C. Ben des fois, j’entends des voix, tu vois.
M. Elle a une mission, elle a une mission.
E. Elle a une mission, oui. Elle sait pas encore laquelle, mais elle a une mission.
(Kerr, 1997, pp. 21-22).

Negotiation.
Negotiation is a particular aspect of interaction that involves learners modifying and restructuring their dialogue in accordance with perceived or actual difficulties in understanding meaning (Pica, 1994). That is, the restructuring of the interaction in order “to make what they say comprehensible to their interlocutors” (Long, 1996, p. 418). Certain key characteristics of negotiation allow the interlocutors to improve their comprehension and the comprehensibility of the exchange, as explained by Long (1980, as cited in Pica, 1994). Strategies of utterance planning and tactics for utterance repair include such things as clarification requests, confirmation checks, and comprehension checks (Long, 1981, as cited in Pica, 1994). In any given interaction, “these features of negotiation portray a process in which a listener requests message clarification [or] confirmation and a speaker follows up these requests, often through repeating, elaborating, or simplifying the original message” (Pica, 1994, p. 497).

A typical clarification request can be found in the following conversational excerpt. Here, M mentions something that C is unsure of, the person whose birthday it was. C asks that M confirm that Valérie is, indeed, the birthday girl, which M corroborates:

M. Ah ben celle dont c’était l’anniversaire aujourd’hui, elle fait très jeune aussi!
C. Valérie?
M. Oui, c’est ça.
(Kerr, 1997, p. 26)

A comprehension check could proceed as in the following example. In this case, M explains why she thinks she will be wrinkled at an early age, saying that members of her family get wrinkled young. C then beings to speak, but is interrupted by E who wants to clarify whether M is saying that wrinkles are hereditary:

M. Moi je serais très vite ridée, très vite. C’est le soleil! Dans ma famille, on est ridé vite.
C. Moi c’est
E. C’est pas héréditaire quand même?
M. Quand tu viens des, des pays. Non, mais quand tu viens des
E. Oui, des pays chaud.
(Kerr, 1997, p. 26)

Taking advantage of the broad possibilities for negotiation within interaction provides speakers the opportunity to participate in negotiation for meaning. Long (1996) defined negotiation for meaning as a process that allows “learners and competent speakers [to] provide and interpret signals of their own and their interlocutor’s perceived comprehension, thus provoking adjustment to linguistic form, conversational structure, message content, or all three, until an acceptable level of understanding is achieved” (p. 418). That is what takes place in the following discussion about mockingbirds and the possible French equivalent:

<3> mais je suis sûre qu’il y en a aux états-unis, c’est quoi? c’est un mockingbird non?
<1> en c’est le mockingbird?
(. . .)
<1> elle imite [les]
<3> [chants des autres non]
<1> les chants des autres [oiseaux?]
<2> [chez] chez nous elle est bavarde la petite, alors ça peut être une autre manière de dire le [même chose]
<3> non, mais euh les mockingbirds imitent vraiment
(. . .)
<1> [tu ne] peux pas savoir si c’est [un ] rossignol?
<2> [ah bon?]
<3> [ouais]
<2> moi je savais [même pas si c’est ]
<3> [un rossignol] c’est
<2> a nightingale
(Lawson, 2003).

Negotiation and negotiation for meaning can be observed in language learner interactions as well as in interactions between language learners and native speakers of their target language (Pica, 1994). The learning opportunities created by negotiation in interaction are why I believe language learning is optimized in a teaching and learning forum where students have the chance to produce authentic, meaningful, relevant, and interesting collaborative dialogue.
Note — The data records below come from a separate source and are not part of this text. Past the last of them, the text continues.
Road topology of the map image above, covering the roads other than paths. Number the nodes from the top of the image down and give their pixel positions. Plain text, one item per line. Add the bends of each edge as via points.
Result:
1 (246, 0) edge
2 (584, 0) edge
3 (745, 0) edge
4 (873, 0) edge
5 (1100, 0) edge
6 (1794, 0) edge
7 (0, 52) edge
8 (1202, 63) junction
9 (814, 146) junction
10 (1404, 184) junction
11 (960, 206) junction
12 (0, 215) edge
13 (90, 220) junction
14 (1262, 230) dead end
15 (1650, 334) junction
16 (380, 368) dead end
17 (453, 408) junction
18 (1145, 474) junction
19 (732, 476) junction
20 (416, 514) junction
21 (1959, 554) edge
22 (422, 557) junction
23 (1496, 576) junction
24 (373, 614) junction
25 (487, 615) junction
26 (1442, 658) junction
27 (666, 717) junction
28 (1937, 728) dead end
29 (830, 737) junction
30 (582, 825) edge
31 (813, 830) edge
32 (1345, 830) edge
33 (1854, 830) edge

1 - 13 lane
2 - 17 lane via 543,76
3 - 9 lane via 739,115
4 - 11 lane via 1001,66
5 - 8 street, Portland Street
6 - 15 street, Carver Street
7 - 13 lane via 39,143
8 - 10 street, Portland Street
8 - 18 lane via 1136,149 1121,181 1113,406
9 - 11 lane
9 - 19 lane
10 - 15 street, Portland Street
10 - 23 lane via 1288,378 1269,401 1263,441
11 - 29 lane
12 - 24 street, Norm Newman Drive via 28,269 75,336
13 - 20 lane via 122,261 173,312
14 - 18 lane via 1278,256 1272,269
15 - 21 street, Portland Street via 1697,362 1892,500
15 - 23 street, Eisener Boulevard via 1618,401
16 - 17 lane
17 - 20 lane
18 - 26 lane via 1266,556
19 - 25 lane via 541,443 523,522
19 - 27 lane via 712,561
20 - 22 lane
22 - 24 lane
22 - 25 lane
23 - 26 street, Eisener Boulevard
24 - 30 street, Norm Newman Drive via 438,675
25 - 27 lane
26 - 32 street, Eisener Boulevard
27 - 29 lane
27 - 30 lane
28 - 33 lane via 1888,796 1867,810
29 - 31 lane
Input – Output – Negotiation Cycle
I believe that a cyclical and interdependent relationship exists between input and output. That relationship is embedded in and inextricable from interaction in that the input and output that take place co-create both the interactional context and the language itself. Through their participation in interactions that are grounded in meaningful contexts, learners are exposed to new and varying forms of input or intake, and provided the opportunity for negotiation of new meaning, which is internalized, and then can be attempted as output in the same or future interaction(s), as the end result of this cycle that takes place within interaction (Long, 1996).
This inter-influential co-creation of language and context contributes to “the joint creation of a form, interpretation, stance, action, activity, identity, institution, skill, ideology, emotion, or other culturally meaningful reality” (Jacoby, & Ochs, 1995, 171). This is “where language use and language learning can co-occur. It is language use mediating language learning. It is cognitive activity and it is social activity” (Swain, 2000, p. 97). Co-construction of dialogue in language learning develops as learners become aware of language in use and of its meaning, and focus on that awareness to notice how the target language is used in effective expression and communication. Language learning occurs as a result of the cycle of input and output within interaction that allows the participants to become aware of language use and notice what works best, which then leads to negotiation, that generates more comprehensible, more proficient target language use.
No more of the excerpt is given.